Sex and love in relationships. Contraceptive use was influenced by how women felt about their sexual relationships and partners. Some used emotional attachments to explain risk taking behaviour. For example, women who perceived their relationships to be long term did not always use careful contraception.

Knowledge and behaviour in relation to contraception. Although both pregnant and non-pregnant women had unprotected sex, they differed in terms of the nature, length, and responses to this risk behaviour: women from advantaged backgrounds tended to use emergency contraception, whereas those from disadvantaged backgrounds tended to “wait and see.”

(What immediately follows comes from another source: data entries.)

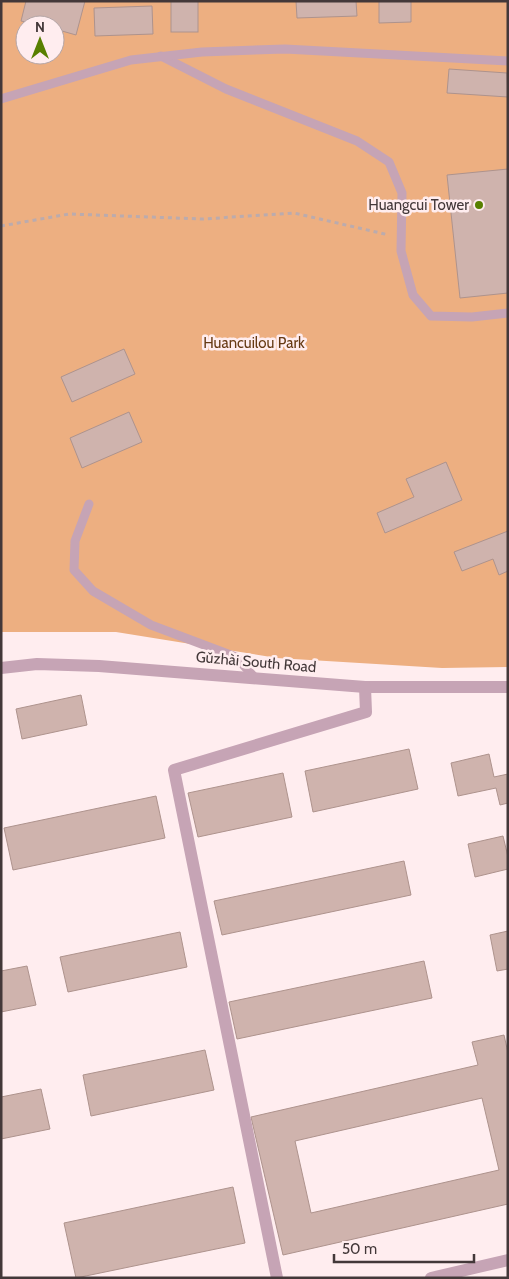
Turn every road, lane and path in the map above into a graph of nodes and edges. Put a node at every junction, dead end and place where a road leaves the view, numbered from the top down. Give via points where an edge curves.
1 (161, 56) junction
2 (508, 61) edge
3 (1, 99) edge
4 (1, 226) edge
5 (401, 238) junction
6 (508, 313) edge
7 (89, 504) dead end
8 (1, 668) edge
9 (256, 679) junction
10 (508, 687) edge
11 (365, 688) junction
12 (508, 1260) edge
13 (277, 1278) edge
14 (431, 1278) edge

1 - 2 lane via 285,49
1 - 3 lane via 131,60
1 - 5 lane via 226,89 358,142 389,162 402,193
4 - 5 path via 69,214 203,218 294,213
5 - 6 lane via 401,251 413,295 431,316 472,317
7 - 9 lane via 75,541 74,570 93,591 150,625 236,657
8 - 9 street, Gǔzhài South Road via 37,664 99,666
9 - 11 street, Gǔzhài South Road
10 - 11 street, Gǔzhài South Road
11 - 13 street via 366,712 174,770
12 - 14 street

Participants in young mothers' groups revealed that they became sexually active at an early age. They felt that sex education was provided too late and did not explain enough about contraception or the emotional aspects of sexual relationships and pregnancy. They were poorly informed about contraception and health and used contraception ineffectively. Young women from advantaged backgrounds were more knowledgeable about health services, better able to access them, and better able to obtain and use contraception. Young mothers talked about problems obtaining suitable contraceptive advice and services, describing negative encounters and other obstacles. Women from advantaged backgrounds had no such experiences.

Conclusions

Adolescents from socioeconomically disadvantaged and advantaged backgrounds had different attitudes towards adolescent pregnancy and contraception. Those from advantaged backgrounds were able to access reliable contraceptive services more easily, considered abortion and emergency contraception to be acceptable options, and were more tolerant of teenage mothers. Those from disadvantaged backgrounds were less able to access sexual health services and use contraceptives reliably.


 
 QUESTION: What are the attitudes of adolescent women about sex, contraception, and adolescent pregnancy?

Footnotes

  • Source of funding: South West Research and Development Directorate.

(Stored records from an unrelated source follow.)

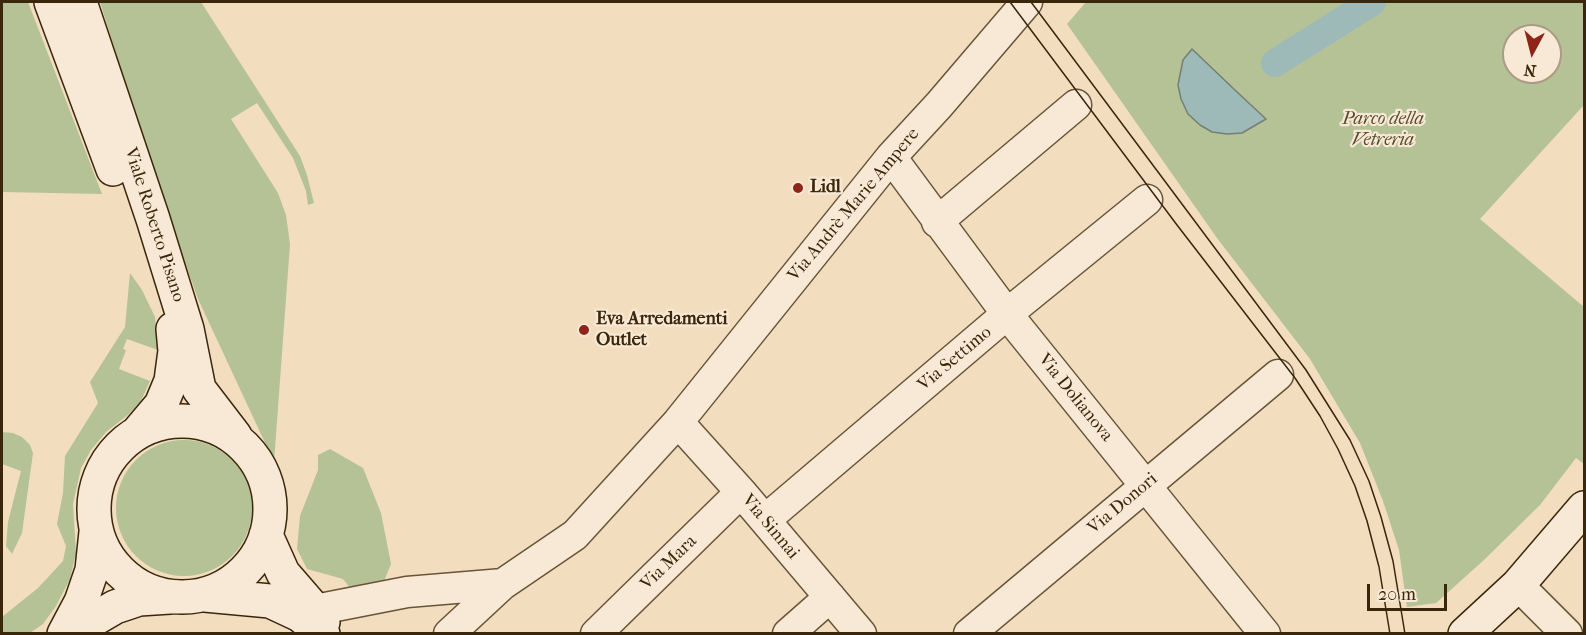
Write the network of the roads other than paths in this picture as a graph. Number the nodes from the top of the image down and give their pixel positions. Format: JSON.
{"nodes":[{"id":1,"x":51,"y":2,"type":"edge"},
{"id":2,"x":80,"y":2,"type":"edge"},
{"id":3,"x":1027,"y":2,"type":"edge"},
{"id":4,"x":1076,"y":105,"type":"dead end"},
{"id":5,"x":891,"y":157,"type":"junction"},
{"id":6,"x":1147,"y":200,"type":"dead end"},
{"id":7,"x":937,"y":222,"type":"junction"},
{"id":8,"x":1008,"y":314,"type":"junction"},
{"id":9,"x":1278,"y":375,"type":"dead end"},
{"id":10,"x":678,"y":422,"type":"junction"},
{"id":11,"x":139,"y":431,"type":"junction"},
{"id":12,"x":238,"y":440,"type":"junction"},
{"id":13,"x":1145,"y":485,"type":"junction"},
{"id":14,"x":741,"y":492,"type":"junction"},
{"id":15,"x":1584,"y":508,"type":"edge"},
{"id":16,"x":765,"y":520,"type":"junction"},
{"id":17,"x":96,"y":532,"type":"junction"},
{"id":18,"x":266,"y":536,"type":"junction"},
{"id":19,"x":503,"y":584,"type":"junction"},
{"id":20,"x":1518,"y":585,"type":"junction"},
{"id":21,"x":191,"y":596,"type":"junction"},
{"id":22,"x":830,"y":597,"type":"junction"},
{"id":23,"x":323,"y":626,"type":"edge"},
{"id":24,"x":64,"y":633,"type":"edge"},
{"id":25,"x":69,"y":633,"type":"edge"},
{"id":26,"x":449,"y":633,"type":"edge"},
{"id":27,"x":597,"y":633,"type":"edge"},
{"id":28,"x":788,"y":633,"type":"edge"},
{"id":29,"x":861,"y":633,"type":"edge"},
{"id":30,"x":969,"y":633,"type":"edge"},
{"id":31,"x":1265,"y":633,"type":"edge"},
{"id":32,"x":1465,"y":633,"type":"edge"},
{"id":33,"x":1567,"y":633,"type":"edge"}],
"edges":[{"from":1,"to":11,"type":"main road","name":"Viale Roberto Pisano"},
{"from":2,"to":12,"type":"main road","name":"Viale Roberto Pisano"},
{"from":3,"to":5,"type":"street","name":"Via Andrè Marie Ampere"},
{"from":4,"to":7,"type":"street"},
{"from":5,"to":7,"type":"street","name":"Via Dolianova"},
{"from":5,"to":10,"type":"street","name":"Via Andrè Marie Ampere"},
{"from":6,"to":8,"type":"street","name":"Via Settimo"},
{"from":7,"to":8,"type":"street","name":"Via Dolianova"},
{"from":8,"to":13,"type":"street","name":"Via Dolianova"},
{"from":8,"to":16,"type":"street","name":"Via Settimo"},
{"from":9,"to":13,"type":"street","name":"Via Donori"},
{"from":10,"to":14,"type":"street","name":"Via Sinnai"},
{"from":10,"to":19,"type":"street","name":"Via Andrè Marie Ampere"},
{"from":11,"to":12,"type":"main road"},
{"from":11,"to":17,"type":"main road"},
{"from":12,"to":18,"type":"main road"},
{"from":13,"to":30,"type":"street","name":"Via Donori"},
{"from":13,"to":31,"type":"street","name":"Via Dolianova"},
{"from":14,"to":16,"type":"street","name":"Via Sinnai"},
{"from":14,"to":27,"type":"street","name":"Via Mara"},
{"from":15,"to":20,"type":"main road"},
{"from":16,"to":22,"type":"street","name":"Via Sinnai"},
{"from":17,"to":21,"type":"main road"},
{"from":17,"to":24,"type":"main road"},
{"from":18,"to":21,"type":"main road"},
{"from":18,"to":23,"type":"main road"},
{"from":19,"to":23,"type":"street","name":"Via Andrè Marie Ampere"},
{"from":19,"to":26,"type":"street","name":"Via Andrè Marie Ampere"},
{"from":20,"to":32,"type":"main road"},
{"from":20,"to":33,"type":"street"},
{"from":21,"to":23,"type":"main road"},
{"from":21,"to":25,"type":"main road"},
{"from":22,"to":28,"type":"street"},
{"from":22,"to":29,"type":"street","name":"Via Sinnai"}]}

  • For correspondence: Dr D Jewell, Division of Primary Health Care, University of Bristol, Canynge Hall, Whiteladies Road, Bristol BS8 2PR, UK. Fax +44 (0)117 928 7340.

Commentary

  1. Hope Schreiber, RN,FNP,CS,MSN, Family Nurse Practitioner
  1. University of Texas Health Science Center Clinical Nurse III, Labor and Delivery, Southwest Texas Methodist Hospital San Antonio, Texas, USA

      There are almost 15 million births to adolescents each year worldwide, with important physical and socioeconomic consequences.1 It has been assumed that this problem could be resolved by increasing teenagers' knowledge of contraception. However, by exploring the attitudes and beliefs of young women in the UK related to pregnancy and reproductive self care, Jewell et al show that other factors are also important. These findings are consistent with previous research.2,3

      The findings provide strong direction for nursing practice. Goals for personal advancement were instrumental for women from advantaged backgrounds who delayed pregnancy by choosing emergency contraception or abortion. This finding suggests the importance of supporting the self esteem and future orientation of young women. Another important finding relates to teens' social relationships. Women, particularly those from disadvantaged backgrounds, often set contraception aside in “love” relationships that they perceived to be stable and long term. In contrast, women from advantaged backgrounds had supportive social networks that facilitated access to sex education and contraception. Together, these findings suggest that sex education that includes discussion of the emotional aspects of relationships with role playing might be helpful in strengthening young women's assertiveness skills about contraception. The young mothers felt this was inadequately addressed.

      These findings show that teen pregnancy is not only an educational issue, but also a matter of social norms and expectations. Therefore, nurses should assess thoroughly and be sensitive to adolescents' goals, values, beliefs, social circumstances and supports, particularly with respect to reproductive self care.